Recurso para o tribunal superior na Suíça expõe falhas graves na protecção de uma criança. Foi apresentado um recurso formal para o tribunal superior na Suíça contra uma decisão da autoridade de protecção da criança e do adulto que mantém um menino institucionalizada há três anos, apesar de existir uma mãe disponível, presente e capaz de a acolher. O recurso não é um manifesto emocional, é um documento jurídico estruturado, que pede justiça com base em factos, direito e proporcionalidade.
A peça apresentada ao tribunal começa por pedir a anulação da decisão anterior, sustentando que esta assenta num parecer pericial tecnicamente frágil e produzido sem garantias suficientes de independência. O recurso defende que, em decisões desta gravidade, não basta aceitar um parecer como verdade absoluta, é necessário assegurar pluralidade, rigor metodológico e ausência de conflitos prévios. Por isso, é solicitado um novo parecer independente, realizado por perito sem ligação anterior ao processo.
Um dos pontos centrais do recurso é a desigualdade de tratamento entre os progenitores.
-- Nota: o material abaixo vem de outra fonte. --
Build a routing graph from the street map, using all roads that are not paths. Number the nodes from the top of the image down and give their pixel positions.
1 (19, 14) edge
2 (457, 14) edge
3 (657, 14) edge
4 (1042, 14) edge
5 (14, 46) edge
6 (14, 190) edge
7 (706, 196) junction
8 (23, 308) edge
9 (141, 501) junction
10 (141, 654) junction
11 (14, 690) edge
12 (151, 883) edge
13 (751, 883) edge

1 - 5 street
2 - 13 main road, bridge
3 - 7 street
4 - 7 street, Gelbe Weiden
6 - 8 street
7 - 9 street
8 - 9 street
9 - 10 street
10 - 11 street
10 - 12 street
Enquanto a mãe permanece sujeita a visitas acompanhadas há anos, o pai beneficiou de contactos não acompanhados. O documento questiona a base factual e jurídica desta diferença, sublinhando que medidas tão intrusivas devem ser temporárias, revistas regularmente e sempre fundamentadas no interesse concreto da criança, não na inércia administrativa.
O recurso aponta ainda a ausência de audição pessoal da mãe antes da decisão impugnada. Em matérias que afectam profundamente a vida familiar e os direitos fundamentais, ouvir directamente os progenitores não é um detalhe, é uma obrigação elementar do Estado de direito. A falta dessa audição é apresentada como uma violação processual grave, que fragiliza toda a decisão.
Outro pedido relevante é o efeito suspensivo do recurso. O documento alerta que a execução imediata das medidas contestadas pode causar danos irreversíveis, cristalizando uma situação injusta antes de o tribunal apreciar o mérito. A suspensão é apresentada não como manobra dilatória, mas como salvaguarda mínima enquanto a legalidade é reapreciada.
O recurso descreve também problemas estruturais na condução do processo, como a dificuldade de acesso e leitura dos autos, a dimensão excessiva e desorganizada da documentação e a falta de resposta substantiva a objecções previamente levantadas. Estes elementos, longe de serem meros detalhes técnicos, condicionam o direito de defesa e a transparência do procedimento.
Se o tribunal superior na Suíça não corrigir a decisão, o processo seguirá para o tribunal federal. Essa possibilidade é assumida de forma clara no recurso, não como ameaça, mas como continuação legítima de um caminho judicial que procura escrutínio mais elevado quando os mecanismos intermédios falham.
Este caso ultrapassa o conflito familiar. Coloca questões de interesse público sobre a duração excessiva da institucionalização de crianças, a qualidade dos pareceres utilizados, a proporcionalidade das medidas impostas e a forma como o sistema responde quando uma mãe insiste, durante anos, em ser ouvida. Quando decisões que afastam uma criança da família se prolongam sem reavaliação profunda, o problema deixa de ser privado e passa a ser de justiça.
O recurso agora apresentado obriga o tribunal a olhar de frente para estas questões. Não pede privilégios, pede regras cumpridas. Não pede pressa, pede rigor. E lembra que proteger uma criança não é afastá-la automaticamente, é garantir que cada decisão é justa, fundamentada e verdadeiramente orientada para o seu futuro.